In altri termini non tener conto della differenza è a mio avviso la nuova forma di discriminazione, determinata da una furia egalitaria violenta e controproducente. La letteratura scientifica è ricchissima di studi sul cervello e sulle sue modalità di funzionamento correlate al biologismo dei sessi ed alle conseguenti differenze psicologiche. Viceversa la teoria del gender è una ideologia, che, seppur agganciata a visoni teoriche relative al costruttivismo sociale estremo, non ha supporti scientifici. Ecco dunque, come diceva Chesterton, che siamo giunti al punto di dover sguainare le spade per dimostrare che le foglie sono verdi in estate. Steven Pinker, celebre psicologo e divulgatore scientifico, nel libro per il quale ha vinto il premio Pulitzer, Tabula Rasa, si chiede come mai alcune frange del femminismo lottino strenuamente contro l’idea che uomini e donne siano differenti, che abbiano abilità differenti e quindi inclinazioni e propensioni specifiche.

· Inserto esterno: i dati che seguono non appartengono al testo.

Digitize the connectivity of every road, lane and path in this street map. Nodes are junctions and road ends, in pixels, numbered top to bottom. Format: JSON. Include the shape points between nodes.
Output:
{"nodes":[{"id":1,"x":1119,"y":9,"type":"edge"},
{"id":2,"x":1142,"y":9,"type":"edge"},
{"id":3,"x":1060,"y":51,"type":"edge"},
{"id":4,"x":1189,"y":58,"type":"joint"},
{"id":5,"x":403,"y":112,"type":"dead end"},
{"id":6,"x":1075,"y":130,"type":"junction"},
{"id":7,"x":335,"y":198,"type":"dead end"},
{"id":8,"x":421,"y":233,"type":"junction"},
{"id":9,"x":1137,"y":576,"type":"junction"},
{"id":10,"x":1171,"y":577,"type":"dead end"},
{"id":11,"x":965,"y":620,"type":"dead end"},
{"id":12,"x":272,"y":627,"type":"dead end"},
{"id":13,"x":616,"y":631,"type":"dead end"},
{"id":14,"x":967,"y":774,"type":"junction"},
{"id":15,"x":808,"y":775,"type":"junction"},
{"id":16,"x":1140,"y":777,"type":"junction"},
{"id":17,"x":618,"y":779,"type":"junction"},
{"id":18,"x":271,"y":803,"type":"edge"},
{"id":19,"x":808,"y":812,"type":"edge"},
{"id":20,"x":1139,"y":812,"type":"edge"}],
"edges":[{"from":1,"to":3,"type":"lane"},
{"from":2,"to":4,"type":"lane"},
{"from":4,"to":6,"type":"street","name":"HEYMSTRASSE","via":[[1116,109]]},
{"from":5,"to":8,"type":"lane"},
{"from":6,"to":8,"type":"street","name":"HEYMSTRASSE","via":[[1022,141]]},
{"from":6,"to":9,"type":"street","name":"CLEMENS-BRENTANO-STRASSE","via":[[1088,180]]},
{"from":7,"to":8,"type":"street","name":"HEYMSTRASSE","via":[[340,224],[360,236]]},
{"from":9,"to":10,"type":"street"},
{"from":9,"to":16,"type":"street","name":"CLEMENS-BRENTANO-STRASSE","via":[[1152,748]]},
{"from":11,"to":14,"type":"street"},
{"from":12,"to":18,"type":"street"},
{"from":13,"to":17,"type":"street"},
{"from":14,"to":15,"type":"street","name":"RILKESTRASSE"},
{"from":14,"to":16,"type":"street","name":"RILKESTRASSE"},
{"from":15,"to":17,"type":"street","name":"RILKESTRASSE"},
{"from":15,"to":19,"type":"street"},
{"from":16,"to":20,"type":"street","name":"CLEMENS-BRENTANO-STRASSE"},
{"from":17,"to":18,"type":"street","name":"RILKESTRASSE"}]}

Certo, dietro questo accanimento contro la differenza tra maschi e femmine si nasconde il timore che “differente” corrisponda ad “ineguale” e quindi “ingiusto”. Molti studiosi sostengono che il femminismo di genere, nella sua lotta contro l’ineguaglianza, si sia messo in rotta di collisione con la scienza, perdendo di vista i criteri di una rigorosa e serena ricerca scientifica a favore di una fervente e ideologica battaglia. Eppure differente non corrisponde ad ineguale, anzi. Cogliere le caratteristiche proprie di qualsiasi realtà permette di relazionarsi con essa a partire dalle sue peculiarità, ed è, quindi, arricchente. Ecco perché ritengo che oggi negare la differenza, così come fa la teoria del gender, sia la più alta forma di intolleranza e di discriminazione.